• [Goal of the exercise]: Copy all lines holding the word "above" from the entries.

++++ Record excerpts ++++

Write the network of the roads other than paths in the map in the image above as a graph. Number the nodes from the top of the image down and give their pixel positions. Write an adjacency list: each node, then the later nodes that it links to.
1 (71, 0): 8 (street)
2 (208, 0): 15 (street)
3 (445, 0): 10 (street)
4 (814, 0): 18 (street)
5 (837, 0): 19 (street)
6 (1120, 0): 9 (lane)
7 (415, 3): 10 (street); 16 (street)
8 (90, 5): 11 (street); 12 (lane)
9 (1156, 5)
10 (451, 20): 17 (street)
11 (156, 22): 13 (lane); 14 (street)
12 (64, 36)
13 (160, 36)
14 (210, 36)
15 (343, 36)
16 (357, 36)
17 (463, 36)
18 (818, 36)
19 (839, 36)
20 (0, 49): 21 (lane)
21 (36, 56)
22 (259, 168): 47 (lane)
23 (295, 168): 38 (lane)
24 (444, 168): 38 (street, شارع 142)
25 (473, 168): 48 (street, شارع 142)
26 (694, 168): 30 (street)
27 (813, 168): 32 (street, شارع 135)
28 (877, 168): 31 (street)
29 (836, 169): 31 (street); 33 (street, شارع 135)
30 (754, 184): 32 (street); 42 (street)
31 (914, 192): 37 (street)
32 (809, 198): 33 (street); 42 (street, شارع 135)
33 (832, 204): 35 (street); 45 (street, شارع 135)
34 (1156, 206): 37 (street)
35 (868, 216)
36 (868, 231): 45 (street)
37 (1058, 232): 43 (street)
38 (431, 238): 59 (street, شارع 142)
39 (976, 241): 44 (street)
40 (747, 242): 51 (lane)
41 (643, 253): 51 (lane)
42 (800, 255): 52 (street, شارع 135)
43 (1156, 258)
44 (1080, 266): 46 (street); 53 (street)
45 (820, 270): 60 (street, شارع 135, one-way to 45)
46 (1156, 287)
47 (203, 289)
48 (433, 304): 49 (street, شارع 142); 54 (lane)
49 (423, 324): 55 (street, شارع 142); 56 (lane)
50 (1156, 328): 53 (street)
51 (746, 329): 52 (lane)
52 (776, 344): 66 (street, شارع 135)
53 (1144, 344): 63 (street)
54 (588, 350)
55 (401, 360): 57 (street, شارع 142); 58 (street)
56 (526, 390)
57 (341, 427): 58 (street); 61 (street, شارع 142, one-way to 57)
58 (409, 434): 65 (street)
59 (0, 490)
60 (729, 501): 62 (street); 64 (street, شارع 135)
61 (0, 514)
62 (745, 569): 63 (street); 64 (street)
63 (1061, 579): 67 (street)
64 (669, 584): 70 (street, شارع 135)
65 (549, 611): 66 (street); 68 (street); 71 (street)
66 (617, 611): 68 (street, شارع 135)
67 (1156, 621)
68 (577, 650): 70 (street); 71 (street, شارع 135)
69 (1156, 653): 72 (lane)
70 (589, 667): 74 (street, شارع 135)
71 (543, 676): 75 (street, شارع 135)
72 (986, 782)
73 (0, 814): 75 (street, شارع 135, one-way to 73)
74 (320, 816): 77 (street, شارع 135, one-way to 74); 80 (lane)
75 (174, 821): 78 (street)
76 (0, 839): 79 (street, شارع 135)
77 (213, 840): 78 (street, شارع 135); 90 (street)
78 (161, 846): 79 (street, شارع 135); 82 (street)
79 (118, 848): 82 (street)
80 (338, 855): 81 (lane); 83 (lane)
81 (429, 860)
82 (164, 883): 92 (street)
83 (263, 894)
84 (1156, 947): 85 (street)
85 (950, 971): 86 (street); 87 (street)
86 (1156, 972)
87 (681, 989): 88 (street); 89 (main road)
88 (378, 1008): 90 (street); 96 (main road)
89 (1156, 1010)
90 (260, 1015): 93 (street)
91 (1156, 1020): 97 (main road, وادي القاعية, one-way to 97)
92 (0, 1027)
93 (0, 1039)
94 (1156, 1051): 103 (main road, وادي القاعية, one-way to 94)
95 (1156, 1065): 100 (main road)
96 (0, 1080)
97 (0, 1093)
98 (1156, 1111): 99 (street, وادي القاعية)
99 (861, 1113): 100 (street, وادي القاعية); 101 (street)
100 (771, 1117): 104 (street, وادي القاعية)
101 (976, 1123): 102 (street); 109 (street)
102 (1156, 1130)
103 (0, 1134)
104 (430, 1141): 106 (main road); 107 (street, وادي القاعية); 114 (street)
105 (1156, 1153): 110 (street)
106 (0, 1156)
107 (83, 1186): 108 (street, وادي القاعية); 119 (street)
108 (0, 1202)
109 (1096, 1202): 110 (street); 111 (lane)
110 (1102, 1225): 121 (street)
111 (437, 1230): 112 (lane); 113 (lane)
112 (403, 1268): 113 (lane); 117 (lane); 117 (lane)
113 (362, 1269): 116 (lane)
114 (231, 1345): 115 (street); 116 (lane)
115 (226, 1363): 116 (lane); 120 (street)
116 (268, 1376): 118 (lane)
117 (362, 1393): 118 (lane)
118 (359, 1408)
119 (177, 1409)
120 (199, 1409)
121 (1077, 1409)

++++
++++ Record excerpts ++++

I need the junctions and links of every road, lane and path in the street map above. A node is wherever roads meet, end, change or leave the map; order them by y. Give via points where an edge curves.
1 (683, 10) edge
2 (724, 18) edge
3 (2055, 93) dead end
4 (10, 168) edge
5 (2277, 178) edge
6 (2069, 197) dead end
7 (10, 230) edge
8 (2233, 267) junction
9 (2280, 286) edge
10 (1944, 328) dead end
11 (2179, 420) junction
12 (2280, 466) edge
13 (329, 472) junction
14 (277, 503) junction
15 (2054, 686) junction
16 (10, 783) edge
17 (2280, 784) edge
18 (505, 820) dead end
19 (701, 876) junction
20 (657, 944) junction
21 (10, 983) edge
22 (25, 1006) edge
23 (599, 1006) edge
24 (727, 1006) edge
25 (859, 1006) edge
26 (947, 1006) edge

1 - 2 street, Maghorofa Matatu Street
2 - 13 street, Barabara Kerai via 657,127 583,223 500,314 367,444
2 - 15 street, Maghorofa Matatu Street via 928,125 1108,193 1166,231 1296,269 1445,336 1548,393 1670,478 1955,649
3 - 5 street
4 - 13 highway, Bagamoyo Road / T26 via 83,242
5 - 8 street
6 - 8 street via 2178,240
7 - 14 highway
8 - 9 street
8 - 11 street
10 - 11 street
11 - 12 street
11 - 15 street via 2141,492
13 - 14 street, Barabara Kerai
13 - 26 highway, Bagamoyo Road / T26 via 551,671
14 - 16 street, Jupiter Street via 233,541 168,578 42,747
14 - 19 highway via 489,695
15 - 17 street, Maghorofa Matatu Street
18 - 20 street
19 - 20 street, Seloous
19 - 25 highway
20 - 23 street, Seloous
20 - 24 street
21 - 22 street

++++

• [Output below]:
Write the network of the roads other than paths in the map in the image above as a graph. Number the nodes from the top of the image down and give their pixel positions. Write an adjacency list: each node, then the later nodes that it links to.
I need the junctions and links of every road, lane and path in the street map above. A node is wherever roads meet, end, change or leave the map; order them by y. Give via points where an edge curves.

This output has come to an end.